就任当初から人種差別的な言動が目立つトランプ大統領に対しては、NBA内にも抵抗勢力が多い。2016-17シーズン王者ウォリアーズのケビン・デュラントは、先月『ESPN』のインタビューを受けた際、「ホワイトハウスに行くつもりはない」と明言。ヘッドコーチのスティーブ・カーはこの件について「チーム内で話し合って決める」と、柔らかな表現ではあるが選手の感情を尊重する意思を明確に示した。

そして、先週末に行われたメディアデーで、ステフィン・カリーが「チーム内で訪問に関して投票をするのなら反対票を入れる」と語ったことにトランプ大統領が過激な反応を見せたことで、事態に火が付いた。トランプは「ホワイトハウス訪問は、優勝チームにとって非常に名誉なこと。だがステフィン・カリーがそれを躊躇ったので、招待を取り下げる!」とツィートしたのだ。

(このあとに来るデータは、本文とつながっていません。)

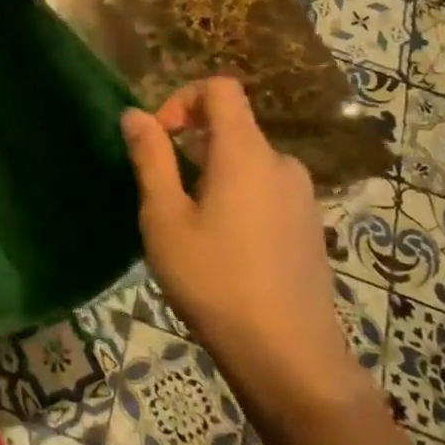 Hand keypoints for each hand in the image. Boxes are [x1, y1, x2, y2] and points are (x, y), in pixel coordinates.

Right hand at [121, 78, 369, 416]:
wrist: (288, 355)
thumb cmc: (214, 279)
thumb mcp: (165, 217)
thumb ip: (150, 158)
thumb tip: (134, 114)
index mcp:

アメリカ大統領が個人を名指しで批判する事態は大きな波紋を生んだ。この発言を受け、ウォリアーズはトランプ大統領の方から招待を撤回したという事実を発表すると、NBAコミッショナーのアダム・シルバーも、ウォリアーズの選手たちが自身の政治的な考えを積極的に表明していることを「誇りに思う」との言葉で支持する声明を発表した。

さらにはカリーのライバル、キャバリアーズのレブロン・ジェームズも躊躇することなくカリーを擁護した。レブロンは明らかに怒っており、トランプ大統領を直接的な表現で批判した。「ステフは以前から行かないと言っていた。つまり招待するかどうかの話じゃない。そもそも、あんたが現れるまでは、ホワイトハウス訪問は名誉あることだった」

レブロンはその後、『UNINTERRUPTED』に発言の真意を説明する動画を投稿した。NFLの選手たちが試合前の国歌斉唱の際に起立しないことで人種差別に反対する意思表示を続けている行動について、トランプ大統領が「そんな選手は解雇されるべき」と、チームオーナーに向けて発言したことについても触れ「大統領はスポーツを使ってアメリカを分断しようとしている。選手たちは自分たちの権利を主張しているだけで、これは正しい発言とは言えない」と説明した。

『反トランプ』の流れはアメリカのスポーツにまで及び始めた。苦しい思いをして手にした優勝を、国の指導者である大統領に報告することは、アメリカのメジャースポーツで戦う選手たちにとって最高の栄誉だった。だが今回のような前例が生まれてしまった以上、トランプ大統領が退任するまでホワイトハウスを表敬訪問するチームは現れそうにない。